Sample project to show how a sample/test app can have some clean architecture.
Main benefits:
- Easy to understand some concepts from Clean Architecture.
- Applies & follows design principles (separation of concerns for example).
- Layer separation by modules (not packages) to set clear boundaries between each layer.
- Easy to read, scale, test and maintain.
Some extra notes:
- Simplified Clean Architecture approach.
Using the API endpoints
- GET http://jsonplaceholder.typicode.com/posts
- GET http://jsonplaceholder.typicode.com/users
- GET http://jsonplaceholder.typicode.com/comments
Create a simple Android app with three screens:
- Screen1: Post list screen that contains:
- User avatar, name and username of each post.
- Post title and ellipsized body.
Taping a cell should take you to Screen2.
- Screen2: Post Detail screen that contains:
- User avatar, name and username of this post.
- Post title and full post body.
- Number of comments this post has.
- List of comments under this post, displaying the avatar and name of the user who has written this comment and the body of this comment.
Taping the user avatar from Screen1 or Screen2 (selected user) should take you to Screen3.
- Screen3: User Detail screen that contains:
- User related information (name, username, email, phone, address, website and company.
- Map showing the location of this user.
- Domain layer shouldn't include presentation and data layers.
- Domain layer will have all of your business logic.
- Domain layer will have use cases/interactors. These are in charge of retrieving data from 1 or multiple data sources (repositories/gateways).
- Domain layer could be improved by adding request objects and or policies instead of having cache/remote methods in its interface. This is to avoid and reduce the abstract leaking of information caused by the contract of the repositories that sit in the domain layer.
- Caching and Remote loading of information from use cases can have different approaches and there is no right or wrong. You just need to investigate around the pros and cons of each one and decide one based on the current requirements and the near future of the project. This means you could have for example a unique source of truth in the data layer with some logic around the data management and would still be a valid approach.
- Data layer only has access to the domain layer. This is done by adding to gradle:
implementation project(':domain')
- Data layer is responsible to save/load from/to disk/cloud.
- Data layer is responsible to have the repositories implementation. These implementations will implement an interface (contract) from the domain layer and it will be the only way to pull or push data into the data layer.
- Data layer is responsible to map entities to domain models when pulling something from the repositories.
- Data layer is responsible to map domain models to entities when pushing something to the repositories.
- Data layer could be improved by extracting each data source into different modules with different models. This is to avoid sharing annotations/information from different data sources (for ex. cache models would not have Moshi annotations since these are only required for remote models).

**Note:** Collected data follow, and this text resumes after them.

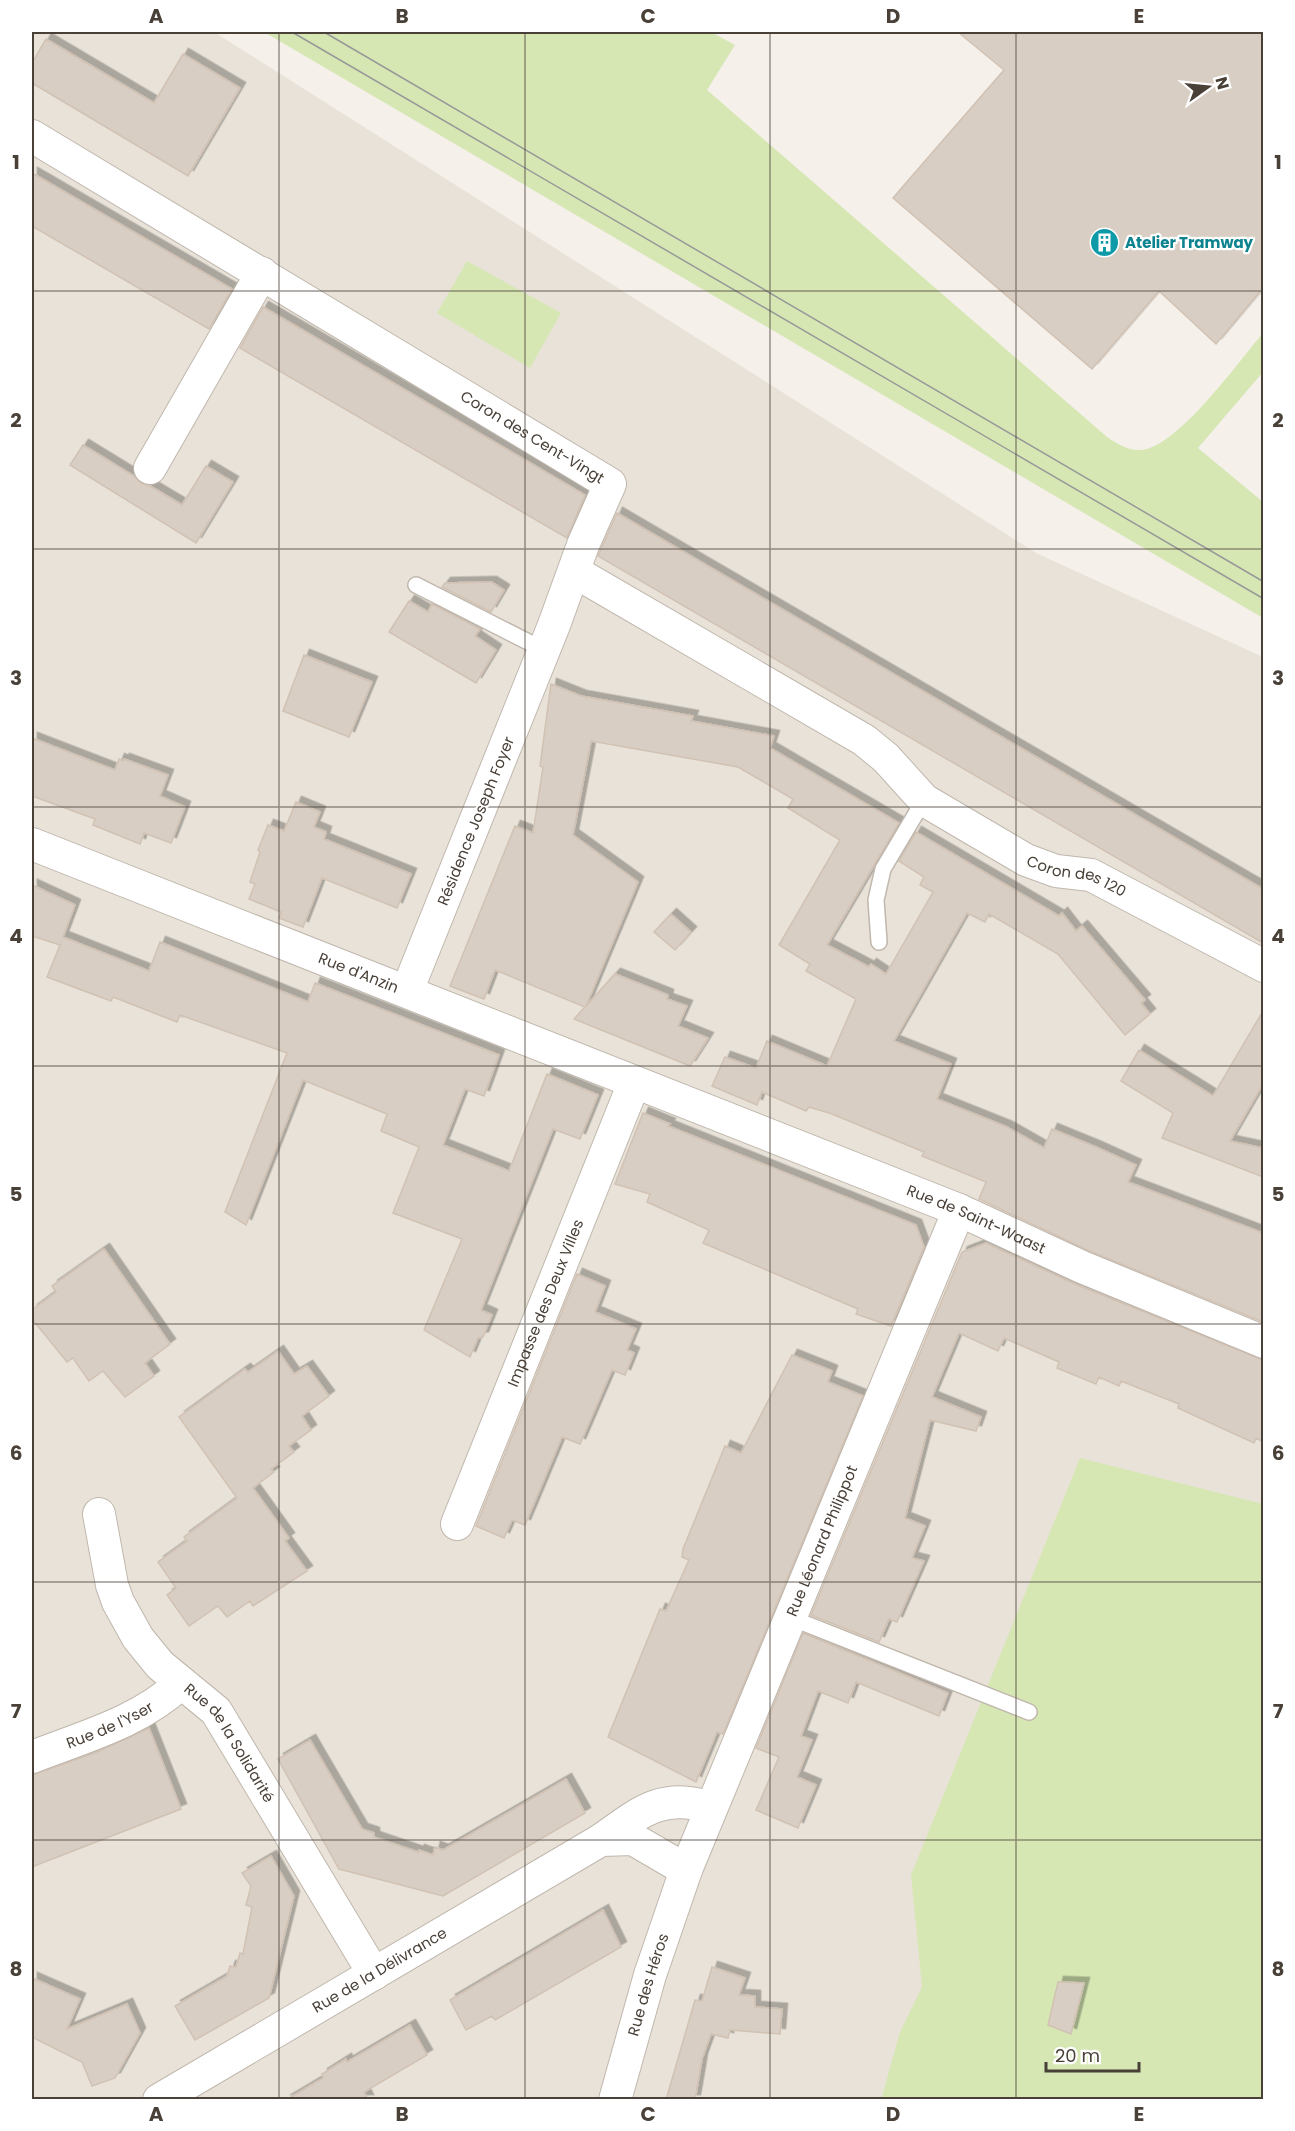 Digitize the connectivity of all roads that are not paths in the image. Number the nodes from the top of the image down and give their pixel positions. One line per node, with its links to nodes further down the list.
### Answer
1 (32, 136): 2 (street, Coron des Cent-Vingt)
2 (262, 273): 3 (street); 4 (street, Coron des Cent-Vingt)
3 (150, 468)
4 (574, 572): 6 (street, Résidence Joseph Foyer); 7 (street, Coron des 120)
5 (416, 585): 6 (lane)
6 (544, 650): 11 (street, Résidence Joseph Foyer)
7 (924, 800): 9 (lane); 10 (street, Coron des 120)
8 (32, 844): 11 (street, Rue d'Anzin)
9 (879, 942)
10 (1263, 966)
11 (407, 992): 12 (street, Rue d'Anzin)
12 (634, 1083): 13 (street, Rue d'Anzin); 17 (street, Impasse des Deux Villes)
13 (686, 1103): 14 (street, Rue de Saint-Waast)
14 (958, 1210): 15 (street, Rue de Saint-Waast); 18 (street, Rue Léonard Philippot)
15 (1263, 1342)
16 (99, 1514): 19 (street, Rue de la Solidarité)
17 (457, 1524)
18 (791, 1618): 20 (lane); 22 (street, Rue Léonard Philippot)
19 (181, 1683): 21 (street, Rue de l'Yser); 25 (street, Rue de la Solidarité)
20 (1029, 1712)
21 (32, 1757)
22 (711, 1808): 23 (street, Rue de la Délivrance); 24 (street, Rue Léonard Philippot)
23 (601, 1840): 24 (street, Rue de la Délivrance); 25 (street, Rue de la Délivrance)
24 (686, 1870): 27 (street, Rue des Héros)
25 (374, 1974): 26 (street, Rue de la Délivrance)
26 (159, 2100)
27 (615, 2100)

- Presentation layer includes both data and domain layers. This is done by adding to gradle:
implementation project(':domain')
andimplementation project(':data')
- Access to data layer is only required due to the setup of Retrofit.
- Access to the domain layer is required in order to execute use cases from the presenter. This is could be improved but it is currently done like this for simplicity.
- Presentation layer is responsible to display information in the screen and to forward user events. I'm currently using MVVM (From Android Architecture Components) for the presentation layer but this could be easily switched to MVP or MVI.
- Presentation layer is responsible to map domain models to presentation models when pulling something from the use cases (domain).
- Presentation layer is responsible to map presentation models to domain models when pushing something to the use cases (domain).